Estimating linear regression models with a VERY LARGE number of fixed effects in R - Part 1/2

It is very common for researchers (or data scientists) not to have an access to some the (independent) variables, which can potentially influence your dependent variable (e.g. market share, sales, choice of brand, etc). These omitted variables can potentially cause biased estimates of marketing mix effects.  

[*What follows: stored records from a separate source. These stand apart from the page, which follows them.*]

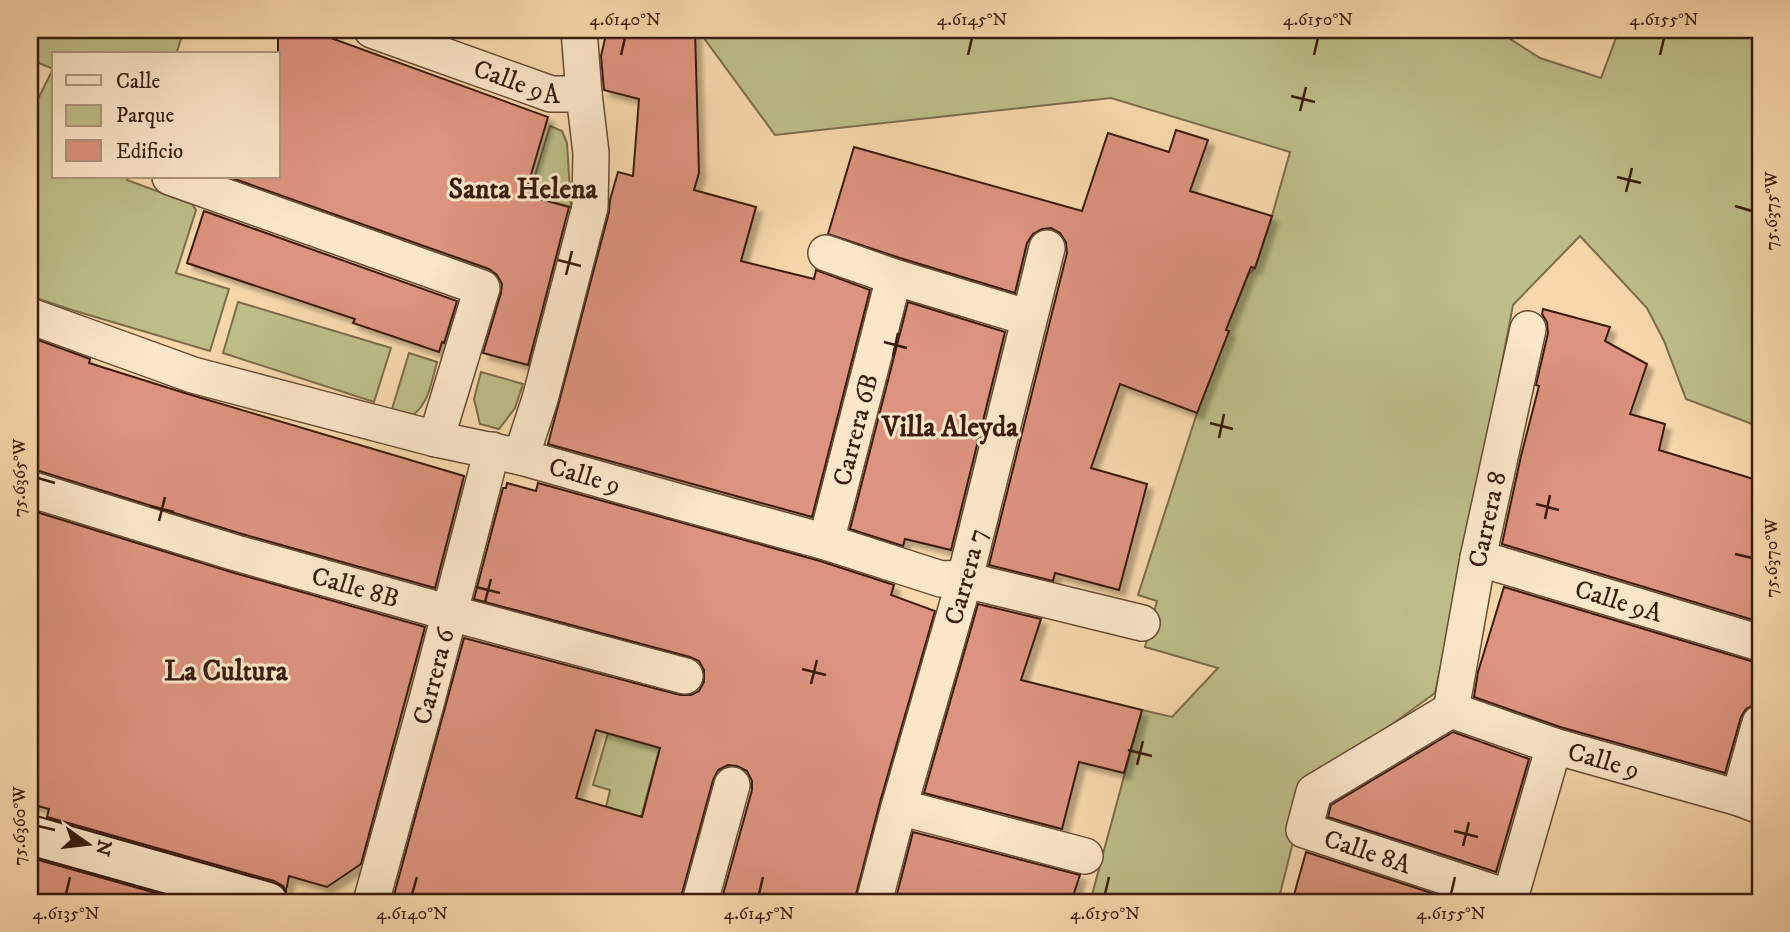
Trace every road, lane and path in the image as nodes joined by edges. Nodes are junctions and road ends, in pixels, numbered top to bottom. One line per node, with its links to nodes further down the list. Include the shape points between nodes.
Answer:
1 (372, 30): 3 (street, Calle 9A, via 551,94)
2 (579, 30): 3 (street, Carrera 6)
3 (584, 94): 12 (street, Carrera 6, via 591,153 590,207 540,399)
4 (173, 178): 11 (street, via 482,288)
5 (1047, 248): 9 (street, Carrera 7)
6 (826, 253): 7 (street)
7 (894, 277): 9 (street); 14 (street, Carrera 6B)
8 (30, 316): 11 (street, Calle 9, via 193,374)
9 (1030, 318): 16 (street, Carrera 7)
10 (1528, 329): 15 (street, Carrera 8)
11 (436, 439): 12 (street, Calle 9)
12 (507, 453): 14 (street, Calle 9); 17 (street, Carrera 6)
13 (30, 489): 17 (street, Calle 8B)
14 (826, 542): 16 (street, Calle 9, via 941,579)
15 (1478, 558): 19 (street, Calle 9A); 21 (street, Carrera 8)
16 (965, 578): 18 (street, Calle 9); 26 (street, Carrera 7)
17 (450, 613): 20 (street, Calle 8B); 30 (street, Carrera 6)
18 (1142, 624)
19 (1760, 643)
20 (685, 676)
21 (1451, 709): 23 (street, Calle 9); 23 (street, Calle 8A, via 1314,792 1304,830 1510,898)
22 (1760, 723): 25 (street)
23 (1554, 746): 25 (street, Calle 9)
24 (732, 785): 31 (street)
25 (1750, 802)
26 (899, 807): 28 (street); 32 (street, Carrera 7)
27 (30, 835): 29 (main road)
28 (1085, 856)
29 (268, 902)
30 (371, 902)
31 (700, 902)
32 (874, 902)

Fixed effect regressions (i.e. dummy variable regression) is widely used to control potential omitted variable biases. In a typical panel data or multi-level data settings in Marketing and Economics, you can easily end up with a VERY LARGE number of fixed effects to obtain consistent estimates. As an example, if you are trying to estimate price elasticities for each of 1,000 stores in 30 markets, which belong to the same/different retail chain, you might need to put in store-fixed effects (1,000) to control potential endogeneity. In addition, you might be worried about the potential correlations between unobserved market-level advertising and prices, thus you may need to put in market-time fixed effects. Assuming weekly data for 2 years (i.e. 104 weeks), this will result in 30 x 104 = 3,120 fixed effects. If we consider both store fixed effects and market-time fixed effects, a linear regression of unit sales of brands may need to control 4,120 fixed effects with 100,000 observations (or sometimes with millions of observations.) Most of common statistical software are not very suitable for this type of estimation. As a example, STATA can only handle up to 11,000 variables (or dummies). Even with 1000 dummies, the estimation takes really long to finish.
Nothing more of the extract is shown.